• **Work instruction**: Beginning with the line that holds "ring dip: (1204, 769)", set down each line of the data below through the very last, exactly as given, and nothing beyond that.

☆ ☆ ☆

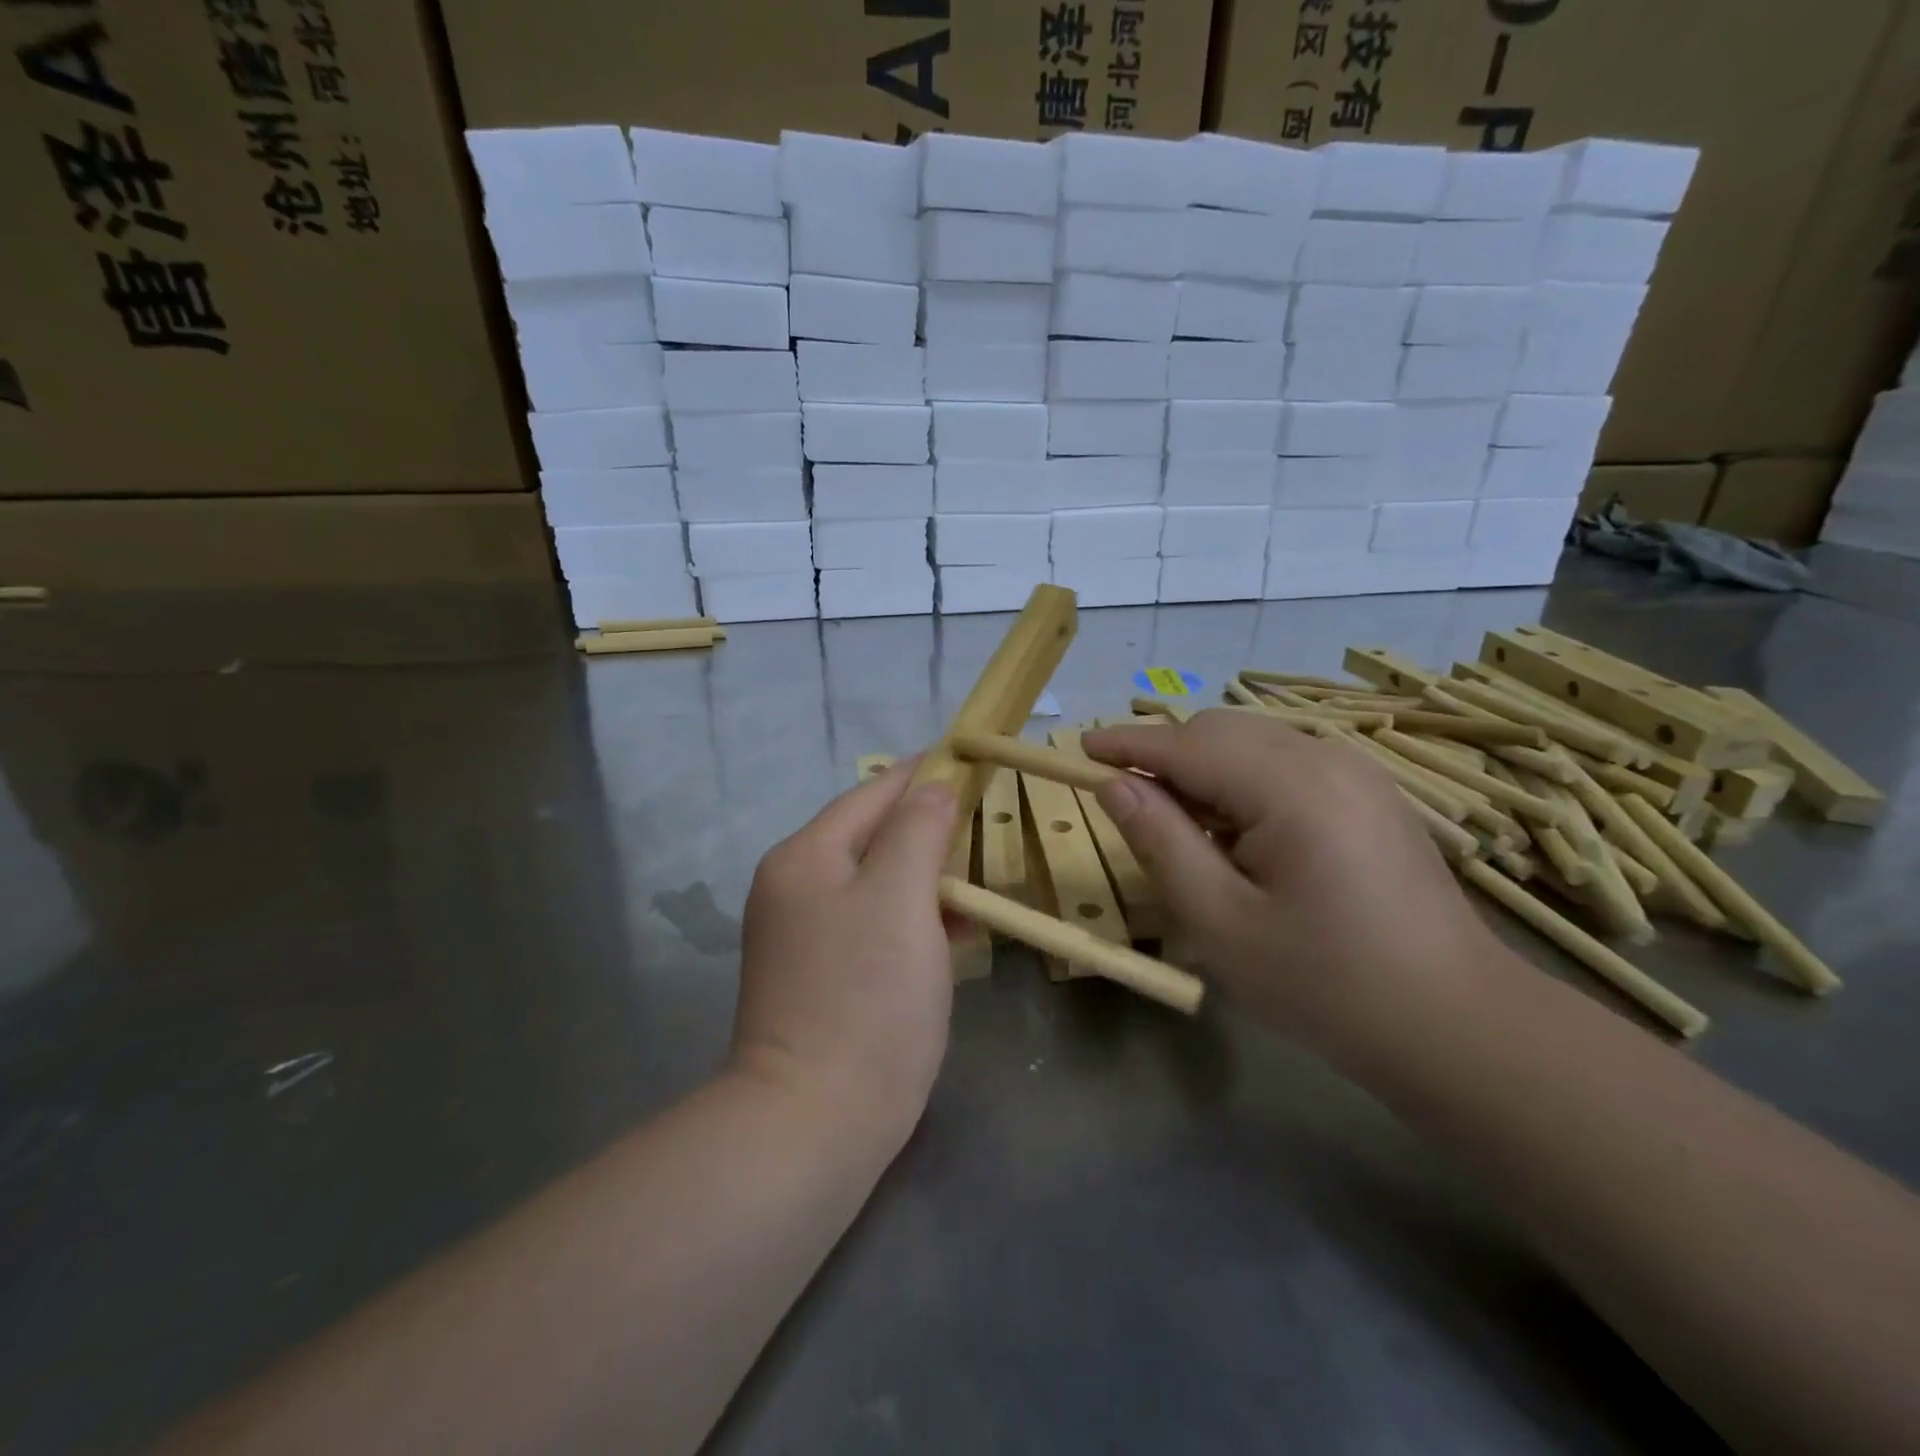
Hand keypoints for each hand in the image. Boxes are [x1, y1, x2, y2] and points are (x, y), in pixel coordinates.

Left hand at [732, 763, 957, 1151]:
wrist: (815, 1122)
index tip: (971, 758)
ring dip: (926, 874)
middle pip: (872, 836)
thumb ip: (917, 829)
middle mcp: (795, 887)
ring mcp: (803, 934)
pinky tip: (953, 929)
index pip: (873, 793)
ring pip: (877, 881)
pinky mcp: (821, 974)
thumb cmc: (867, 998)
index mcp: (806, 857)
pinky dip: (913, 915)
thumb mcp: (901, 897)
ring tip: (978, 874)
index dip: (924, 773)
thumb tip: (932, 787)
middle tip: (986, 820)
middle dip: (929, 826)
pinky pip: (873, 922)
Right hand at [1081, 711, 1497, 1047]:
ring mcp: (1357, 771)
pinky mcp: (1370, 792)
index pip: (1187, 745)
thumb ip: (1161, 842)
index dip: (1127, 744)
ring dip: (1204, 769)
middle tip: (1131, 808)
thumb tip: (1115, 786)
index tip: (1079, 751)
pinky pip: (1286, 762)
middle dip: (1166, 756)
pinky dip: (1243, 780)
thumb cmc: (1325, 984)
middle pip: (1220, 732)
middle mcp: (1327, 758)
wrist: (1455, 1023)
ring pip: (1253, 742)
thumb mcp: (1221, 922)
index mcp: (1290, 787)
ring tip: (1186, 830)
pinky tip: (1242, 834)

☆ ☆ ☆

• **Output**:
ring dip: (1204, 769)
middle tip: (1131, 808)
thumb tip: (1115, 786)
index tip: (1079, 751)
pinky pip: (1286, 762)
middle dip: (1166, 756)
pinky dip: (1243, 780)
thumb cmc: (1325, 984)
middle pip: (1220, 732)
middle mcp: (1327, 758)
wrist: (1455, 1023)
ring pip: (1253, 742)
thumb mcp: (1221, 922)
index mcp: (1290, 787)
ring tip: (1186, 830)
pinky tip: (1242, 834)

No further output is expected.